Thursday, March 20, No Seminar due to Spring Break
Thursday, March 27, Cécile Ané, UW-Madison Department of Statistics
Title: Application of a birth-death process to model gene gains and losses on a phylogenetic tree
Abstract: Over time, genes can duplicate or be lost. The history of a gene family is a tree whose nodes represent duplications, speciations, or losses. A birth-and-death process is used to model this gene family tree, embedded within a species tree. I will present this phylogenetic version of the birth and death tree process, along with a probability model for whole-genome duplications. If there is interest and time, I will talk about learning birth and death rates and detecting ancient whole-genome duplications from genomic data.
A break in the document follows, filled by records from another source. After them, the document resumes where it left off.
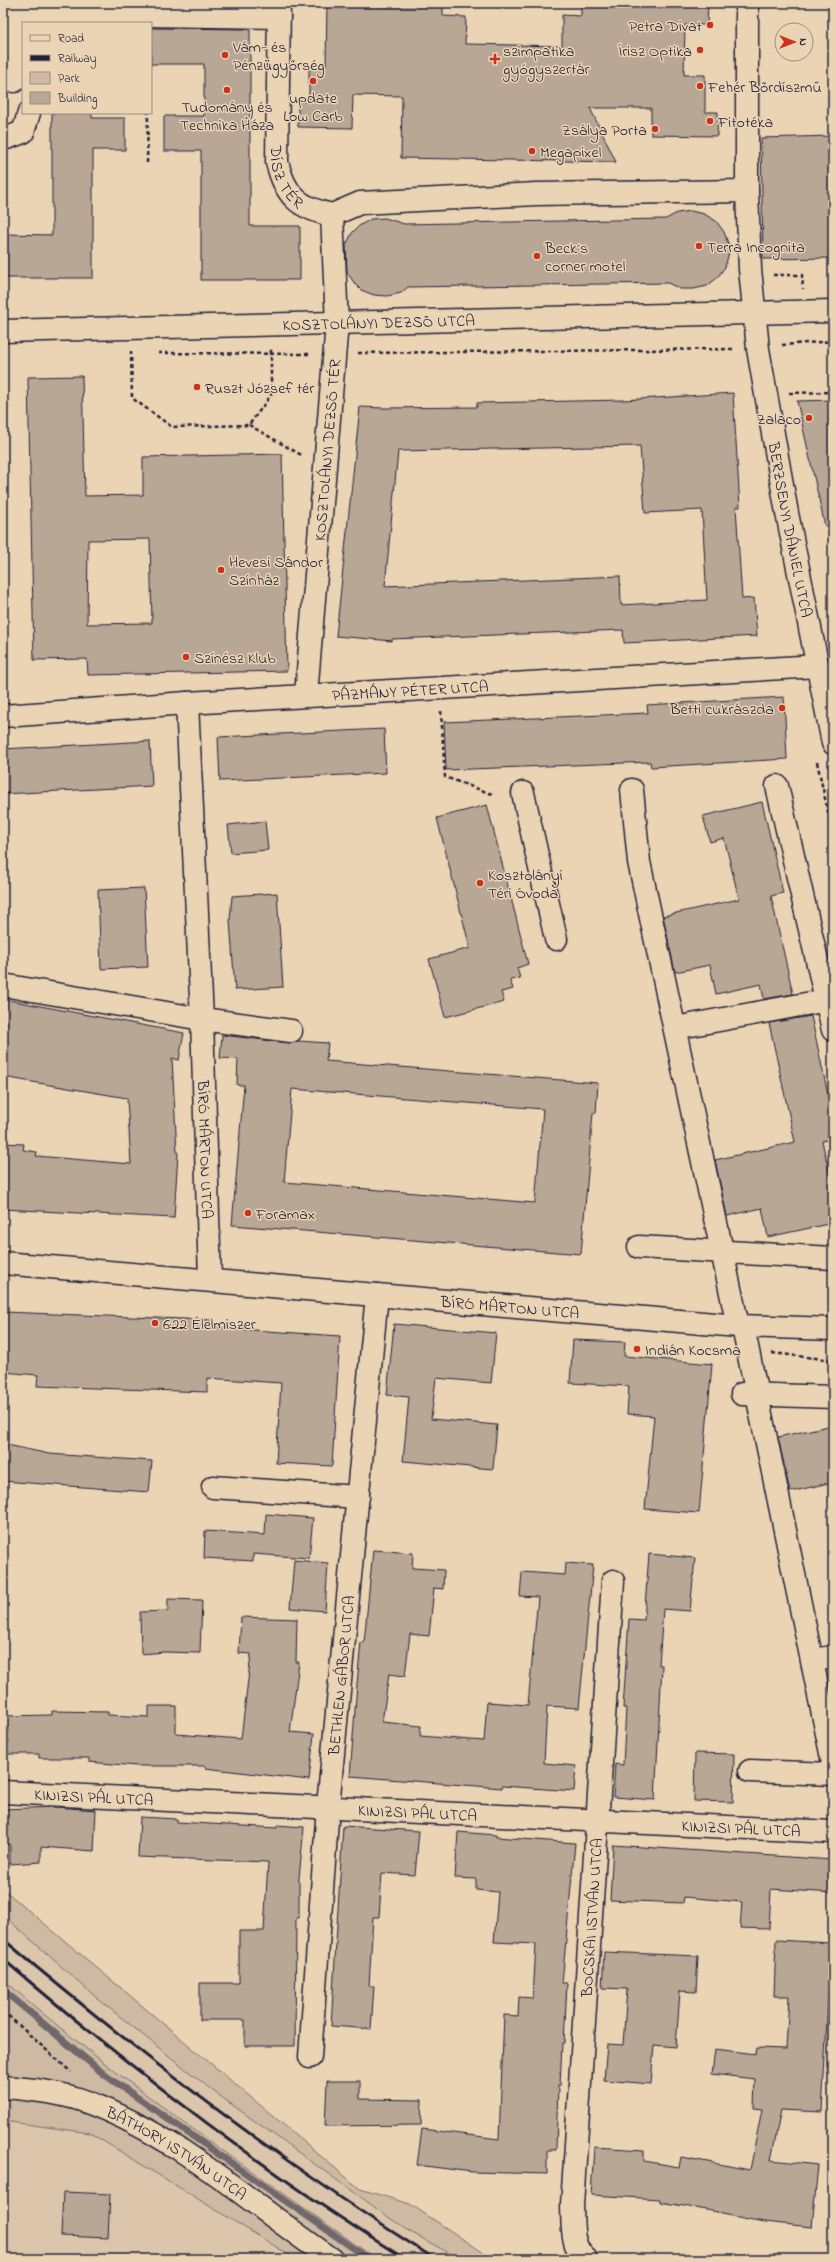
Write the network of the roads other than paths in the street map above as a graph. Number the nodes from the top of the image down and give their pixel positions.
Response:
1 (746, 3) edge
2 (15, 8) edge
3 (279, 10) edge
4 (13, 85) edge
5 (29, 114) edge
6 (3, 137) edge
7 (747, 191) junction
8 (332, 215) junction
9 (833, 311) edge
10 (755, 314) junction
11 (337, 323) junction
12 (3, 331) edge
13 (818, 666) junction
14 (306, 696) junction
15 (187, 703) junction
16 (3, 716) edge
17 (833, 742) edge
18 (777, 786) dead end
19 (632, 790) dead end
20 (523, 793) dead end
21 (556, 939) dead end
22 (3, 984) edge
23 (830, 1000) edge
24 (202, 1019) junction
25 (675, 1028) junction
26 (833, 1030) edge
27 (290, 1031) dead end
28 (639, 1247) dead end
29 (724, 1251) junction
30 (833, 1258) edge
31 (3, 1263) edge
32 (210, 1280) junction
33 (377, 1295) junction
34 (740, 1326) junction
35 (833, 1329) edge
36 (811, 1330) junction
37 (833, 1335) edge
38 (749, 1394) junction
39 (833, 1397) edge
40 (213, 1488) dead end
41 (358, 1497) junction
42 (613, 1581) dead end
43 (823, 1658) edge
44 (833, 1763) edge
45 (750, 1770) dead end
46 (833, 1774) edge
47 (3, 1792) edge
48 (328, 1806) junction
49 (598, 1821) junction
50 (833, 1832) edge
51 (310, 2057) dead end
52 (3, 2087) edge
53 (582, 2256) edge
54 (332, 2259) edge

1 - 7 street, BERZSENYI DÁNIEL UTCA
2 - 3 street, DÍSZ TÉR
2 - 4 street, DÍSZ TÉR
3 - 8 street, DÍSZ TÉR
5 - 6 street
7 - 8 street
7 - 10 street, BERZSENYI DÁNIEL UTCA
8 - 11 street, KOSZTOLÁNYI DEZSŐ TÉR
9 - 10 street, KOSZTOLÁNYI DEZSŐ UTCA
10 - 11 street, KOSZTOLÁNYI DEZSŐ UTCA
10 - 13 street, BERZSENYI DÁNIEL UTCA
11 - 12 street, KOSZTOLÁNYI DEZSŐ UTCA
11 - 14 street, KOSZTOLÁNYI DEZSŐ TÉR
13 - 14 street, PÁZMÁNY PÉTER UTCA
13 - 17 street, BERZSENYI DÁNIEL UTCA
14 - 15 street, PÁZMÁNY PÉTER UTCA
15 - 16 street, PÁZMÁNY PÉTER UTCA
15 - 24 street, BÍRÓ MÁRTON UTCA
18 - 23 street
19 - 25 street
20 - 21 street
22 - 24 street
23 - 25 street
23 - 26 street
24 - 27 street
24 - 32 street, BÍRÓ MÁRTON UTCA
25 - 29 street
28 - 29 street
29 - 30 street
29 - 34 street
31 - 32 street, BÍRÓ MÁRTON UTCA
32 - 33 street, BÍRÓ MÁRTON UTCA
33 - 34 street, BÍRÓ MÁRTON UTCA
33 - 41 street, BETHLEN GÁBOR UTCA
34 - 36 street, BÍRÓ MÁRTON UTCA
34 - 38 street
35 - 36 street, BÍRÓ MÁRTON UTCA
36 - 37 street, BÍRÓ MÁRTON UTCA
38 - 39 street
38 - 43 street
40 - 41 street
41 - 48 street, BETHLEN GÁBOR UTCA
42 - 49 street, BOCSKAI ISTVÁN UTCA
43 - 44 street
45 - 46 street
47 - 48 street, KINIZSI PÁL UTCA
48 - 49 street, KINIZSI PÁL UTCA
48 - 51 street, BETHLEN GÁBOR UTCA
49 - 50 street, KINIZSI PÁL UTCA
49 - 53 street, BOCSKAI ISTVÁN UTCA
52 - 54 street, BÁTHORY ISTVÁN UTCA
Thursday, April 10, Dan Romik UC-Davis
Title: Connectivity patterns in loop percolation and pipe percolation
Loop percolation is a random collection of closed cycles in the square lattice Z^2, that is closely related to critical bond percolation. Its "connectivity pattern" is a random noncrossing matching associated with a loop percolation configuration that encodes information about connectivity of endpoints. The same probability measure on noncrossing matchings arises in several different and seemingly unrelated settings, for example in connection with alternating sign matrices, the quantum XXZ spin chain, and another type of percolation model called pipe percolation. In the talk I will describe some of these connections and discuss some results about the study of pipe percolation from the point of view of the theory of interacting particle systems. I will also mention the "rationality phenomenon" which causes the probabilities of certain natural connectivity events to be dyadic rational numbers such as 3/8, 97/512 and 59/1024. The reasons for this are not completely understood and are related to certain algebraic conjectures that I will discuss separately in Friday's talk in the Applied Algebra seminar.
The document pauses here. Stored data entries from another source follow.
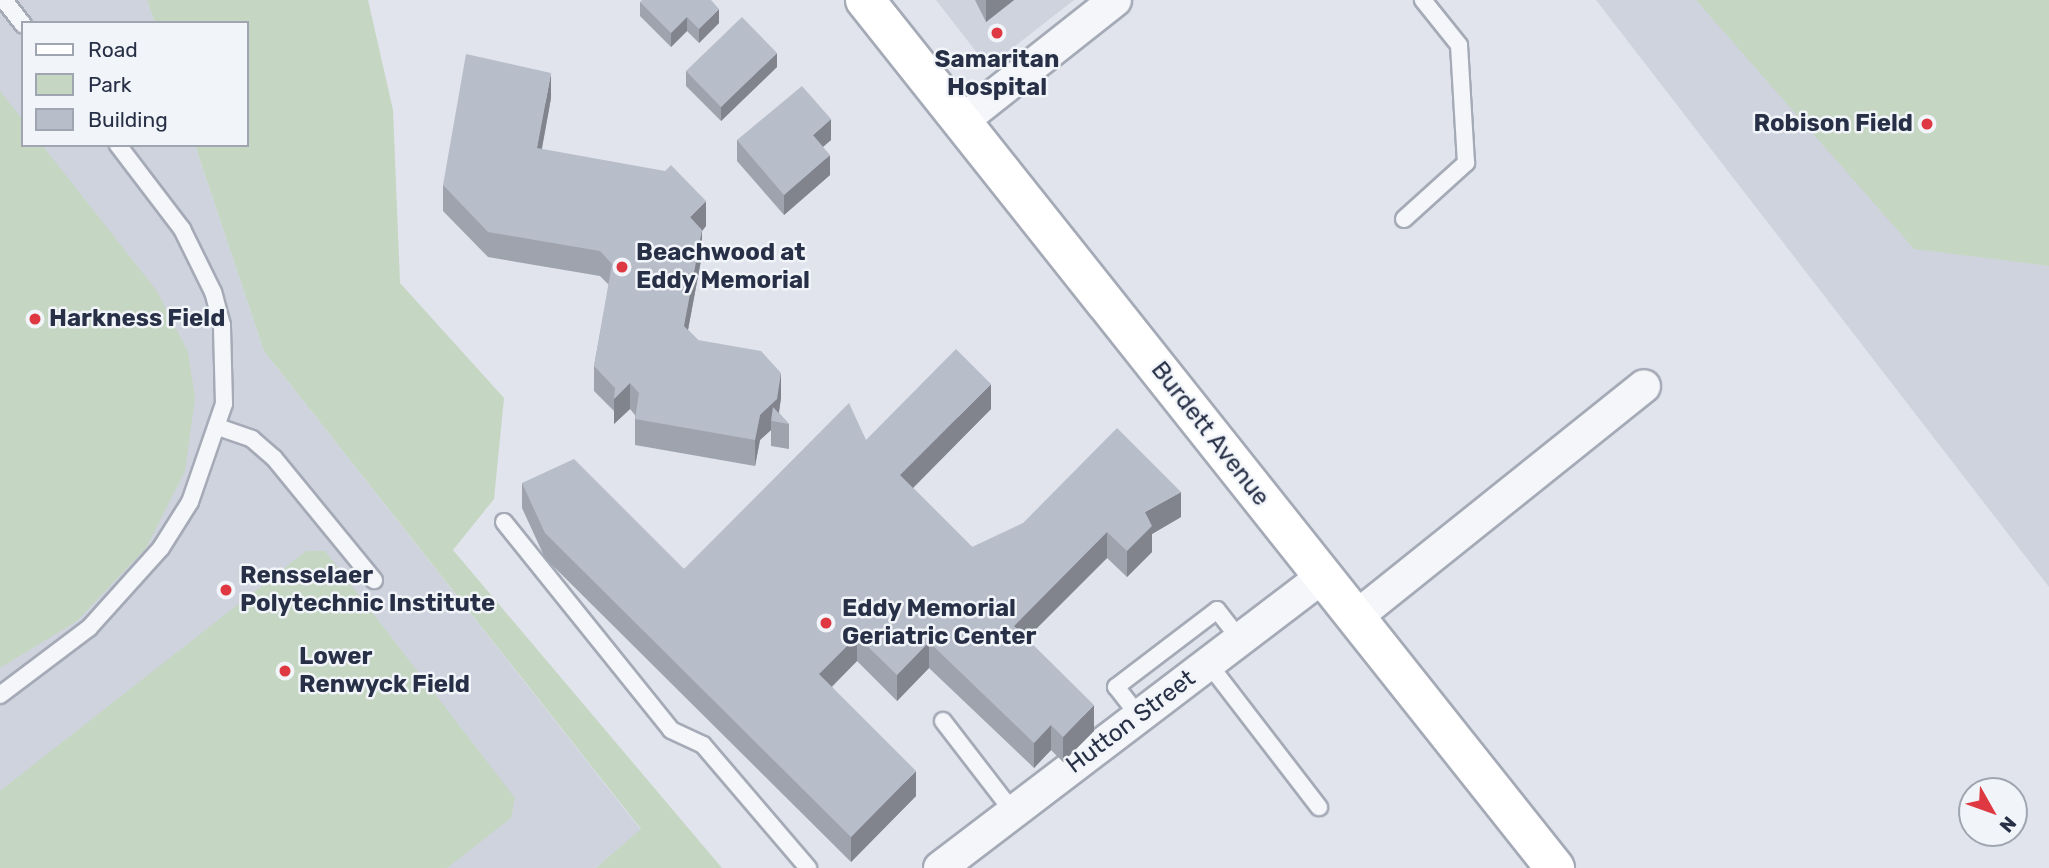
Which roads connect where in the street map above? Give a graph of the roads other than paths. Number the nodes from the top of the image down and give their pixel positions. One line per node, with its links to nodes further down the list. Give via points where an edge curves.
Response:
1 (4, 0): 5 (lane)
2 (865, 0): 6 (street, Burdett Avenue)
3 (1115, 0): 6 (street)
4 (1423, 0): 8 (lane, via 1460,46 1466,163)
5 (21, 21)
6 (962, 121): 12 (street, Burdett Avenue)
7 (120, 147): 10 (lane, via 182,229 213,292 226,367)
8 (1404, 219)
9 (1644, 386): 14 (street)
10 (218, 427): 13 (lane, via 252,439 274,458); 17 (lane, via 190,502 128,589 89,628)
11 (504, 522): 22 (lane, via 671,730 704,745)
12 (1322, 576): 14 (street, Burdett Avenue); 15 (street, Hutton Street)
13 (374, 580)
14 (1356, 617): 24 (street, Burdett Avenue)
15 (1240, 639): 16 (street, Hutton Street); 18 (lane, via 1217,610 1177,640 1116,687)
16 (1209, 663): 18 (street, Hutton Street); 20 (lane)
17 (0, 695)
18 (1139, 716): 21 (street, Hutton Street)
19 (943, 722): 21 (lane)
20 (1319, 807)
21 (1013, 812): 23 (street, Hutton Street)
22 (808, 868)
23 (940, 868)
24 (1555, 868)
Thursday, May 1, Antonio Auffinger U Chicago
Title: Strict Convexity of the Parisi Functional
Spin glasses are magnetic systems exhibiting both quenched disorder and frustration, and have often been cited as examples of "complex systems." As mathematical objects, they provide several fascinating structures and conjectures. This talk will cover recent progress that shed more light in the mysterious and beautiful solution proposed 30 years ago by G. Parisi. We will focus on properties of the free energy of the famous famous Sherrington-Kirkpatrick model and we will explain a recent proof of the strict convexity of the Parisi functional. Based on a joint work with Wei-Kuo Chen.
Thursday, May 8, Steve Goldstein, WID
Title: Modeling patterns of DNA sequence diversity with Cox Processes
Abstract: Events in the evolutionary history of a population can leave subtle signals in the patterns of diversity of its DNA sequences. Identifying those signals from the DNA sequences of present-day populations and using them to make inferences about selection is a well-studied and challenging problem.
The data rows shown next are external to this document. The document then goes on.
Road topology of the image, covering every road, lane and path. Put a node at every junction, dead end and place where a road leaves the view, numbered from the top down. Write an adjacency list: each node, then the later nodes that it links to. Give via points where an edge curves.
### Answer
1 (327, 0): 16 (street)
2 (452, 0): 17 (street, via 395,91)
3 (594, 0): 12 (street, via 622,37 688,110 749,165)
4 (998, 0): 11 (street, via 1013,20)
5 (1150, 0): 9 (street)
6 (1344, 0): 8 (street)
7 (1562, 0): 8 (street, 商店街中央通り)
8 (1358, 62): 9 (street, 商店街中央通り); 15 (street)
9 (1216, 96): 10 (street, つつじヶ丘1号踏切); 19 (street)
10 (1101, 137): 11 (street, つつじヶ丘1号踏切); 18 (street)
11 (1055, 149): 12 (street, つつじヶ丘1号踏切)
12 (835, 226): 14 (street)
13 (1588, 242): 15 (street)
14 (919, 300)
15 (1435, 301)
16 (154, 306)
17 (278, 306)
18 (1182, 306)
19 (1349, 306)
Next generation sequencing provides an opportunity for making inroads on that problem. In this talk, I will present a novel model for the analysis of sequence diversity data and use the model to motivate analyses of whole-genome sequences from 11 strains of Drosophila pseudoobscura.
The model treats the polymorphic sites along the genome as a realization of a Cox Process, a point process with a random intensity. Within the context of this model, the underlying problem translates to making inferences about the distribution of the intensity function, given the sequence data.
We give a proof of principle, showing that even a simplistic application of the model can quantify differences in diversity between regions with varying recombination rates. We also suggest a number of directions for applying and extending the model.